Investigation: The creation of a configuration data model
Rationale
As a developer it would facilitate my life if there are data models in the code-base which represent a particular configuration. So far in our code-base we have treated a configuration as a dictionary, therefore there was no standard way of interacting with the configuration. Having a data model would provide a standard way of interacting with a particular object, for example for validating the structure of a dictionary, parsing, and representing a configuration as a dictionary.
For example, if a CosmosNodeConfig object existed, the MonitorsManager could validate the Cosmos node configuration received from the ConfigsManager using the CosmosNodeConfig.validate() function, load the configuration inside the model using the CosmosNodeConfig.load_json function and retrieve the json representation of the data model using the CosmosNodeConfig.retrieve_json function. As a result, the developer would have a standard way of interacting with a particular configuration.
In the alerter service we already have something similar inside the src/configs folder.

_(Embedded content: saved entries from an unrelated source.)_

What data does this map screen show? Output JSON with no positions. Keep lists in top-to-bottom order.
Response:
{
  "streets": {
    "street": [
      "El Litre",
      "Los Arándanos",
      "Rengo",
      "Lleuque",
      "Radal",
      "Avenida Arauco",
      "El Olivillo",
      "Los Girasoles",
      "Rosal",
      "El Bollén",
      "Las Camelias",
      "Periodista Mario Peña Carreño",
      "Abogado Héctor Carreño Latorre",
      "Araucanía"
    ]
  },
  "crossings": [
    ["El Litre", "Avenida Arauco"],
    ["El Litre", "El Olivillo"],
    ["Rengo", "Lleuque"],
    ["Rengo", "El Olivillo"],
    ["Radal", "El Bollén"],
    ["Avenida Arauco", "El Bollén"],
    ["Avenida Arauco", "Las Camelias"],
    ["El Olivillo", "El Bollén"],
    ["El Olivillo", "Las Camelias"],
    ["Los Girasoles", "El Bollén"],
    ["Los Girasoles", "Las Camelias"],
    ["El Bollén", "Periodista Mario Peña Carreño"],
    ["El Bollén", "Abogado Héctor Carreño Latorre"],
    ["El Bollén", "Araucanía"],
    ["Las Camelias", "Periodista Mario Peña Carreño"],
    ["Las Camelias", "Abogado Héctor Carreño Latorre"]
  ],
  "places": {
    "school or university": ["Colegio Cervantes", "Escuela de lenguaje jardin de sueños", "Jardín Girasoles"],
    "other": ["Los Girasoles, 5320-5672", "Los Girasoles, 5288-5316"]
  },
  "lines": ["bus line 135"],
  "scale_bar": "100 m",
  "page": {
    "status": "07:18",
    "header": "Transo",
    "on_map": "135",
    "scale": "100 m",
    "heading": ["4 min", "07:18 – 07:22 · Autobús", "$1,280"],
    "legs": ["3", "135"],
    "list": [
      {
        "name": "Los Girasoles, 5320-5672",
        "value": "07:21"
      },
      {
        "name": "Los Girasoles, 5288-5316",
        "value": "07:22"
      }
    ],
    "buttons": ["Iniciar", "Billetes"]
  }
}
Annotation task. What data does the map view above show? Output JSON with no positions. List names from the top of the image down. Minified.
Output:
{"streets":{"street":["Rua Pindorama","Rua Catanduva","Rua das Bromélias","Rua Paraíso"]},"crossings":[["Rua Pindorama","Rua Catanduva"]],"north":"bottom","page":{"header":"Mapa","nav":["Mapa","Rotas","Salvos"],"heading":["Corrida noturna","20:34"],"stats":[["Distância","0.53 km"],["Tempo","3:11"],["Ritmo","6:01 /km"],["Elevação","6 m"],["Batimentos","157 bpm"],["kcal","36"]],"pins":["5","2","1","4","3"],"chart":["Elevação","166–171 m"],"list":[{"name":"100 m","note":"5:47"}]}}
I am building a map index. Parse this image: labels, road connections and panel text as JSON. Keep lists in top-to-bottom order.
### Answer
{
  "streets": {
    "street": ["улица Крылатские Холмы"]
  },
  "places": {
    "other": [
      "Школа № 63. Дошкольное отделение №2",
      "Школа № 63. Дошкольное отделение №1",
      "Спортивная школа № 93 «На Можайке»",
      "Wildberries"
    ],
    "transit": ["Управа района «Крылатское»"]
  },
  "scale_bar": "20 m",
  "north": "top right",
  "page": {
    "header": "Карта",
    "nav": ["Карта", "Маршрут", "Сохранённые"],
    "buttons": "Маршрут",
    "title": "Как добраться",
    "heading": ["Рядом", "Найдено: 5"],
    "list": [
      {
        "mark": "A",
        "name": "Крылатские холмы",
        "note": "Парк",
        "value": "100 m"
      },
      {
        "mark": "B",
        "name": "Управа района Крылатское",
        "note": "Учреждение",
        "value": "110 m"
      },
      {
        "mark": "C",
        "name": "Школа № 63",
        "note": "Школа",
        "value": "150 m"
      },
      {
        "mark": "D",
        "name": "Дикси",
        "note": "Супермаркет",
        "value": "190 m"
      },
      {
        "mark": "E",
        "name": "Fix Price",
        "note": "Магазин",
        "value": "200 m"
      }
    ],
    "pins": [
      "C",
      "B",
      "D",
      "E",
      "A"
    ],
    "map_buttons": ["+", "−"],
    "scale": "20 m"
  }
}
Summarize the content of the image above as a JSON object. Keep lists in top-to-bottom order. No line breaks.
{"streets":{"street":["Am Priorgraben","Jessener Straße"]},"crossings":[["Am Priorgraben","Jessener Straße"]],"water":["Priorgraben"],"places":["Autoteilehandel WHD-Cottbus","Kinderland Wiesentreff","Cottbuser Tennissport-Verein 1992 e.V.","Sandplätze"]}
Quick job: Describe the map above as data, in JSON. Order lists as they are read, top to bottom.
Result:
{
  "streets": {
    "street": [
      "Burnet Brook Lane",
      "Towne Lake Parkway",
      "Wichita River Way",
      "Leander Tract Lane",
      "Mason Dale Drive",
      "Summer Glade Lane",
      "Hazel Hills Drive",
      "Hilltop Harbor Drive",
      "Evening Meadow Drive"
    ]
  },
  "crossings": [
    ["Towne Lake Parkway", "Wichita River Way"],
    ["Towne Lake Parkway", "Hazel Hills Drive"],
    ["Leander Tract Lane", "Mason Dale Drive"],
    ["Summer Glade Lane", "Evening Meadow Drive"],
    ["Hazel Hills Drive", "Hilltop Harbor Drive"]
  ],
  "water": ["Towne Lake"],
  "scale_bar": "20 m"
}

However, the folder structuring is not ideal. We should create a data_models/configs folder containing all the configurations' data model. NOTE: It is suggested that these data models are aligned with the configuration changes conducted in UI iteration 2.
For ticket closure
The aim of this task is to come up with a data model design for each configuration we are dealing with in the alerter. This design should ideally be submitted on confluence.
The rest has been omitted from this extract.